Ancestral Strawberries, Lying Low in Bits of Field

Since Trump said the U.S. was no longer a party to the Paris Treaty on climate, the Sierra Club, among other environmental organizations have advised Americans on ways they can commit to remain in the treaty individually or as a community organization. Cities, universities and other U.S. entities have made their own pledges to remain signed on. Copied below is a Sierra Club-issued example.





           Pasque Flower, a spring American native plant evolved in the chilly climate regime of northern prairies





The American People Support the Paris Agreement

We, the undersigned people of the United States, will continue to support climate action to meet the goals of the Paris Agreement.
I commit to:
  1. Reduce my own carbon emissions and do what I can through everyday actions such as taking public transportation or carpooling, making my home more energy efficient, switching my home electricity to renewable sources, and limiting food waste.
  2. Support U.S. states, cities, businesses, investors, universities, and other entities taking strong climate action and showing the world that the United States is still working to fulfill the Paris Agreement - and call on others to join them.
  3. Urge President Trump to keep the United States in the Paris Agreement and protect federal safeguards for our health and environment from regulatory rollbacks and budget cuts.
  4. Call on Congress to hold polluters accountable and oppose any efforts to weaken the environmental protections and climate policies that protect our health and well-being.
So much assorted people activity is to blame for carbon and methane choking the atmosphere that it seems to me that a person not especially talented at hosting parties or political organizing could at best devote herself/himself to cutting emissions on a whole range of lifestyle-enhancing fronts, going on to advertise all the ways and means they figured out how to do it. Think in terms of gasoline ignitions and idling engines, as well as electric current coming from wall outlets. Remember that nearly all synthetic manufacturing is carbon-emitting at some stage of production in our times. Do you buy more brand-new stuff or, as much as possible, viable used/even antique stuff to furnish your home? And then ask, what's my vocation and on whose behalf do I do what I do? What do I value about myself enough to nurture and what else might be my legacy, toward everything that's a part of living Creation, big parts of which are now at risk.

     Now that I have a yard of 12,100 square feet, counting the house and gravel parking spot, and no power mower for the grass I'm remembering the summers fifteen years or more ago in a smaller yard that I'd planted with native prairie flowers all around the skirting of the house. That yard got mowed with a Sears Craftsman reel lawn mower that husband Jerry bought me. That mower's been in storage mostly for the past dozen years, but now I've gotten it back. Lately I had the blades sharpened by a qualified neighbor and this is my intended mower for as long as I am master of my fate. No carbon spews out of it (except for the little puffs I'm exhaling!)

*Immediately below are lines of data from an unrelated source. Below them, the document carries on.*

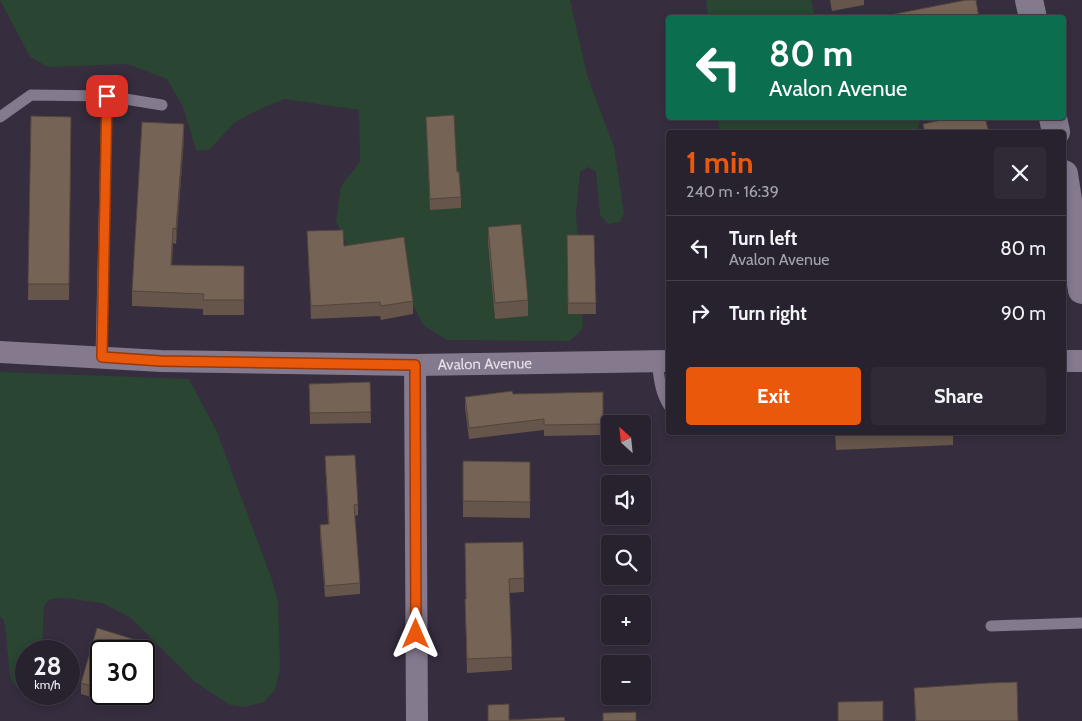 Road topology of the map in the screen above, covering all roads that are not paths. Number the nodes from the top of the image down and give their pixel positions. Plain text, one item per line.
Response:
1 (1030, 0) edge
2 (1032, 15) edge
3 (107, 96) junction
4 (162, 105) dead end
5 (0, 117) edge
6 (1066, 187) edge
7 (1082, 290) edge
8 (0, 352) edge
9 (102, 357) junction
10 (663, 361) edge
11 (1066, 361) edge
12 (1082, 361) edge
13 (415, 365) junction
14 (666, 402) edge
15 (1082, 623) edge
16 (991, 626) dead end
17 (417, 721) edge

1 - 2 street
3 - 4 lane
3 - 5 lane
3 - 9 lane
6 - 7 street
8 - 9 street, Avalon Avenue
9 - 13 street, Avalon Avenue
10 - 13 street, Avalon Avenue
10 - 14 lane
11 - 12 street
13 - 17 street
15 - 16 lane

     A reel lawn mower, in contrast with a gasoline or electric mower, cuts the grass selectively, rolling over but not cutting stems that stand above the thickness of turf below. Sparse herbage of whatever kind tends to be spared by the tumbling blades. The cut grass ends up not shaved like a conventional power-mowed lawn but noticeably shortened and textured with longer tussocks lying over against shorter in a beautiful effect reminiscent of hay maturing in a meadow, or prairie grass riffling to the breezes.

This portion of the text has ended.